- Born: John Eardley Russel Perera 20 October 1925 Moratuwa, Ceylon
- Died: 31 December 2004 (aged 79) Colombo, Sri Lanka
- Education: Sri Lanka Law College; St. Sebastian's College, Moratuwa;
- Occupation: Attorney at law
- Known for: President - BASL (1977-78)

= Eardley Perera =

Sri Lankan lawyer (1925–2005)

John Eardley Russel Perera PC (20 October 1925 - 31 December 2004) was a Sri Lankan lawyer and the 2nd president of the Bar Association of Sri Lanka (1977–78). He was a member of the Law Commission and the Council of Legal Education. Mr. Perera was in the first batch of President's Counsel appointed in 1981, having refused silk as a Queen's Counsel in 1967.

==Early life and education==
Born on 20 October 1925, in Moratuwa, he was the third son, of Mr. and Mrs. C.S.A. Perera. Perera received his initial education at St.
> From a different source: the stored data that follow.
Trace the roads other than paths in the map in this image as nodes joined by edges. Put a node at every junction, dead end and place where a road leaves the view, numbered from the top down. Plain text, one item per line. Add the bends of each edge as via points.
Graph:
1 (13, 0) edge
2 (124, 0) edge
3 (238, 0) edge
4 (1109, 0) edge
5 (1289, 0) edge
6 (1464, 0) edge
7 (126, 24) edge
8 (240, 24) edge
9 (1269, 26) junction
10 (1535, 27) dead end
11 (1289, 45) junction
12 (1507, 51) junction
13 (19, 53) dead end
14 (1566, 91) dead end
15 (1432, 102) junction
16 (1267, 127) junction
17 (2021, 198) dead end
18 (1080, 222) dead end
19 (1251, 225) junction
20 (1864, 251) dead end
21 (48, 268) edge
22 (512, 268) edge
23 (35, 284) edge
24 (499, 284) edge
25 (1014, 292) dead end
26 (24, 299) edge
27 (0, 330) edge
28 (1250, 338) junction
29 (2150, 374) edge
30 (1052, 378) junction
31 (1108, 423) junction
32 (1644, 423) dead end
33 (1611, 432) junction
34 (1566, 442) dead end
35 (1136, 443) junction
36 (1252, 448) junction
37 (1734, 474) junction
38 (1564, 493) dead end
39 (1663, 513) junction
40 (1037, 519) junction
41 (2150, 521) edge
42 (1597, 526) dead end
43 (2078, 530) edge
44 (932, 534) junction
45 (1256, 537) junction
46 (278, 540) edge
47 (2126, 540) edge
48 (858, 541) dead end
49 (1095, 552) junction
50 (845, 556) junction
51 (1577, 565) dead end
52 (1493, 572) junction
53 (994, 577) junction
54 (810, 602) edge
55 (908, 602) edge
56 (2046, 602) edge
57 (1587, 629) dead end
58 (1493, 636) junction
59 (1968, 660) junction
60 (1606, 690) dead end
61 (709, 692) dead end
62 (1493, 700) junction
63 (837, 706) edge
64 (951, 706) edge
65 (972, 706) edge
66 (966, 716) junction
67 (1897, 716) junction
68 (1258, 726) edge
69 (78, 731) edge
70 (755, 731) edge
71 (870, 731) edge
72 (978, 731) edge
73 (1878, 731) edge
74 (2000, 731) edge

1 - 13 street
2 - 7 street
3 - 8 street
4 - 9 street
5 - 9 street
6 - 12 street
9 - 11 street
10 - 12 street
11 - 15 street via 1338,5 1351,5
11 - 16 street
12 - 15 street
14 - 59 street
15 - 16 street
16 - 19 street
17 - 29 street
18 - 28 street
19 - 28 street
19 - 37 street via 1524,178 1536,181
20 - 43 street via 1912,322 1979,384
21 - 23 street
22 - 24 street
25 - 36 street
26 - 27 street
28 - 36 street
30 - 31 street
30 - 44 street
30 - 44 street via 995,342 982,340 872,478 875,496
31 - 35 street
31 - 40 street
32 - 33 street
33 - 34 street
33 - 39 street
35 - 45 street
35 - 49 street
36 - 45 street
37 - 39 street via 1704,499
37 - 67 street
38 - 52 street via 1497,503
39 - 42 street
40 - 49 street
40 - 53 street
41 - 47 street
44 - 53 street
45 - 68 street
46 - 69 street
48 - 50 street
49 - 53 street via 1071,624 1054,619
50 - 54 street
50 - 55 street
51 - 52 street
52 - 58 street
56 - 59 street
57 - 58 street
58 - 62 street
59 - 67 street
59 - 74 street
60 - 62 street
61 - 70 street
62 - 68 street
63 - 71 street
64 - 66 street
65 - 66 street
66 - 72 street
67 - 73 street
Bridget’s Convent in Colombo and subsequently attended St. Sebastian’s College for the latter.

His father was a Proctor of the Supreme Court and Notary Public, his elder brother Herman J.C. Perera was a proctor and was also a subsequent BASL President (being the only Proctor to do so), and President of the Incorporated Law Society of Ceylon, and his uncles Shelton de Silva and Andrew de Silva were leading lawyers as well. Eardley and Herman are only two brothers to ever become BASL Presidents history.

==Legal career==
Source:

In 1944, Perera enrolled in the Ceylon Law College. Then after passing his Advocates’ Examinations, he was admitted to the Bar on 24 August 1948, after doing his apprenticeship in the Chambers of Mr. Nihal Gunasekera.
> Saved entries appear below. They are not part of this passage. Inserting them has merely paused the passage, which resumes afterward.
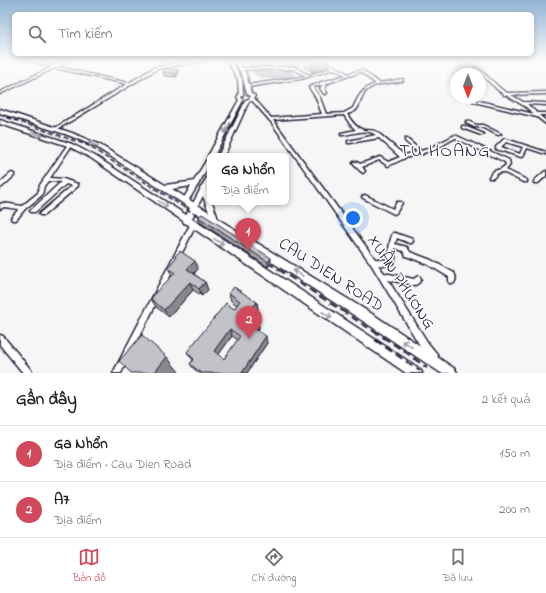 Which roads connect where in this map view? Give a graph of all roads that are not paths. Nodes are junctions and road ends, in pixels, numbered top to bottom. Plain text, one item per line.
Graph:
1 (31, 78) edge
2 (105, 78) edge
3 (138, 78) edge
4 (240, 78) edge
5 (245, 78) edge
6 (294, 78) edge
7 (336, 78) edge
8 (371, 78) edge
9 (488, 78) edge
10 (402, 80) dead end
11 (321, 83) junction
12 (129, 84) junction
13 (378, 84) junction
14 (248, 86) junction
15 (325, 92) dead end
16 (0, 93) edge
17 (546, 93) edge
18 (505, 94) junction
19 (241, 97) junction
20 (250, 98) junction
21 (500, 102) dead end
22 (522, 103) junction
23 (486, 104) edge
24 (546, 104) edge
25 (501, 107) junction
26 (0, 111) edge
27 (345, 114) junction
28 (546, 114) edge
29 (324, 115) junction
30 (537, 115) junction
31 (270, 119) junction
32 (0, 122) edge
33 (467, 122) dead end
34 (546, 123) edge
35 (463, 127) dead end
36 (56, 129) junction
37 (360, 130) junction
38 (473, 130) junction
39 (491, 130) junction
40 (342, 134) dead end
41 (482, 134) dead end
42 (499, 134) dead end
43 (380, 136) junction
44 (406, 140) dead end
45 (350, 142) dead end
46 (70, 145) junction
47 (525, 147) junction
48 (507, 151) junction
49 (213, 153) edge
50 (222, 153) edge
51 (421, 153) junction
52 (546, 154) edge
53 (403, 157) junction
54 (500, 158) junction
55 (207, 164) edge
56 (503, 170) junction
57 (363, 171) dead end
58 (546, 173) edge
59 (12, 176) dead end
60 (491, 177) dead end
61 (47, 179) junction
62 (525, 181) dead end
63 (65, 182) junction
64 (207, 182) edge
65 (536, 182) dead end
66 (196, 183) junction
67 (0, 186) edge
68 (164, 188) junction
69 (204, 188) junction
70 (365, 197) dead end
71 (207, 199) edge
72 (185, 201) junction
73 (399, 203) dead end
74 (208, 205) edge
75 (0, 207) edge
76 (194, 207) junction
77 (23, 208) junction
78 (33, 211) dead end
79 (42, 214) dead end
80 (178, 214) junction
81 (14, 218) dead end
82 (215, 220) junction
83 (190, 223) junction
84 (410, 241) dead end
85 (392, 245) junction
86 (373, 262) junction
87 (382, 276) junction
88 (418, 279) dead end
89 (452, 281) dead end
90 (0, 339) edge
91 (402, 364) junction
92 (440, 366) junction
93 (28, 373) edge
94 (117, 373) edge
95 (412, 373) edge
96 (416, 373) edge
97 (451, 373) edge

1 - 16 street
2 - 12 street
3 - 12 street
4 - 19 main road
5 - 14 main road
6 - 14 street
7 - 11 street
8 - 13 street
9 - 18 street
10 - 13 street
11 - 15 street
11 - 29 street
12 - 36 street
13 - 27 street
14 - 20 main road
17 - 18 street
18 - 22 street
19 - 20 main road
19 -> 49 main road
20 - 31 street, XUÂN PHƯƠNG
20 - 50 main road
21 - 25 street
22 - 24 street
22 - 30 street
23 - 25 street
25 - 30 street
26 - 36 highway, CAU DIEN ROAD
27 - 29 street
27 - 37 street
28 - 30 street
29 - 31 street
30 - 34 street
31 - 86 street, XUÂN PHƯƠNG
32 -> 46 highway, CAU DIEN ROAD
33 - 39 street
35 - 38 street
68 -> 36 highway, CAU DIEN ROAD
37 - 40 street
37 - 43 street
38 - 39 street
38 - 41 street
39 - 42 street
43 - 45 street
43 - 53 street
44 - 51 street
46 - 61 street
46 -> 80 highway, CAU DIEN ROAD
47 - 48 street
47 - 48 street
47 - 52 street
48 - 54 street
51 - 53 street
51 - 54 street
53 - 57 street
54 - 56 street
55 - 66 main road
56 - 60 street
56 - 62 street
58 - 65 street
59 - 67 street
61 - 63 street
61 - 77 street
63 - 78 street
63 - 79 street
64 - 69 main road
66 - 68 highway
66 - 72 main road
68 - 72 highway, CAU DIEN ROAD
69 - 71 highway
69 - 76 main road
70 - 73 street
72 - 76 highway, CAU DIEN ROAD
72 - 80 highway
74 - 82 highway
75 - 77 street
76 - 82 highway, CAU DIEN ROAD
76 - 83 highway
77 - 81 street
80 - 83 highway, CAU DIEN ROAD
92 -> 82 highway, CAU DIEN ROAD
83 -> 91 highway, CAU DIEN ROAD
83 - 94 street
84 - 85 street
85 - 86 street
85 - 89 street
86 - 87 street, XUÂN PHƯƠNG
87 - 88 street
87 - 92 street, XUÂN PHƯƠNG
90 - 93 street
91 - 95 main road
91 - 96 highway, CAU DIEN ROAD
92 - 97 highway, CAU DIEN ROAD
In 1977, he was elected as the 2nd President of the Bar Association of Sri Lanka (BASL) and at the time was the senior most Past President of the BASL following the death of Dr. Hector Wilfred Jayewardene Q.C.
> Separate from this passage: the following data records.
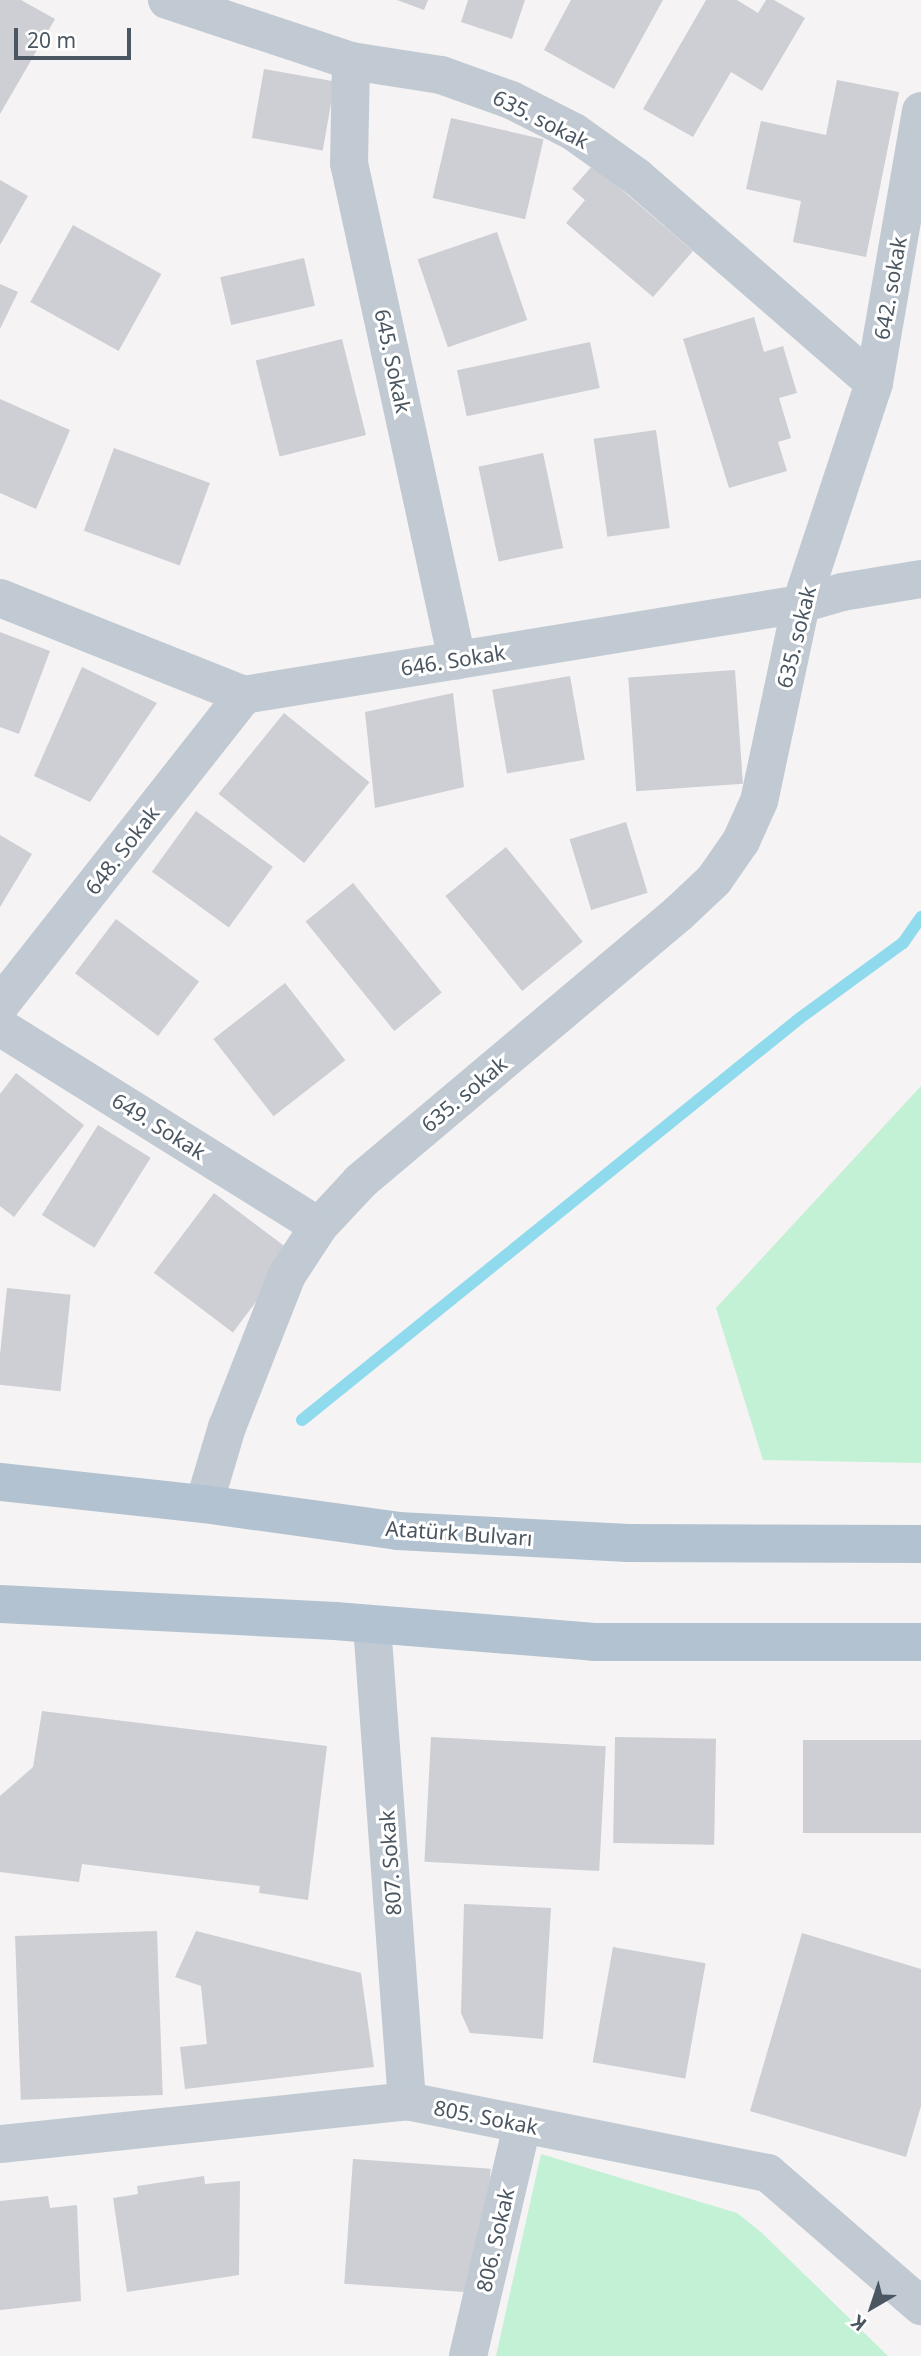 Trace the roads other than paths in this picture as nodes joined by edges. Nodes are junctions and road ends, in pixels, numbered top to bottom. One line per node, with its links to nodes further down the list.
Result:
1 (167, 0): 2 (street, 635. sokak)
2 (351, 61): 4 (street, 635. sokak); 8 (street, 645. Sokak)
3 (921, 111): 4 (street, 642. sokak)
4 (874, 383): 7 (street, 635. sokak)
5 (921, 579): 7 (street, 646. Sokak)
6 (0, 598): 9 (street)
7 (801, 604): 8 (street, 646. Sokak); 12 (street, 635. sokak)
8 (457, 660): 9 (street, 646. Sokak)
9 (244, 695): 10 (street, 648. Sokak)
10 (0, 1005)
11 (0, 1027): 12 (street, 649. Sokak)
12 (319, 1226): 14 (street, 635. sokak)
13 (0, 1482): 14 (main road, Atatürk Bulvarı)
14 (204, 1504): 15 (main road, Atatürk Bulvarı)
15 (921, 1544)
16 (5, 1613): 17 (main road)
17 (372, 1625): 18 (main road); 19 (street, 807. Sokak)
18 (921, 1642)
19 (407, 2101): 20 (street, 805. Sokak); 21 (street, 805. Sokak)
20 (522, 2124): 22 (street, 805. Sokak); 23 (street, 806. Sokak)
21 (0, 2144)
22 (921, 2306)
23 (468, 2356)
In 1967, Perera was offered the honour of being appointed Queen’s Counsel but declined it. However, he was appointed as a President's Counsel in 1978 when the practice was re-commenced under the new Constitution.

==Family==
Perera had 5 children, Charith, Surith, Ravith, Preemali and Vijiththree. 3 Perera's children Ravith, Preemali and Vijith are also lawyers.

==Death and legacy==
Perera died on 31 December 2005, in his memory a bust of Perera was unveiled by Chief Justice Asoka de Silva at the Colombo Law Library.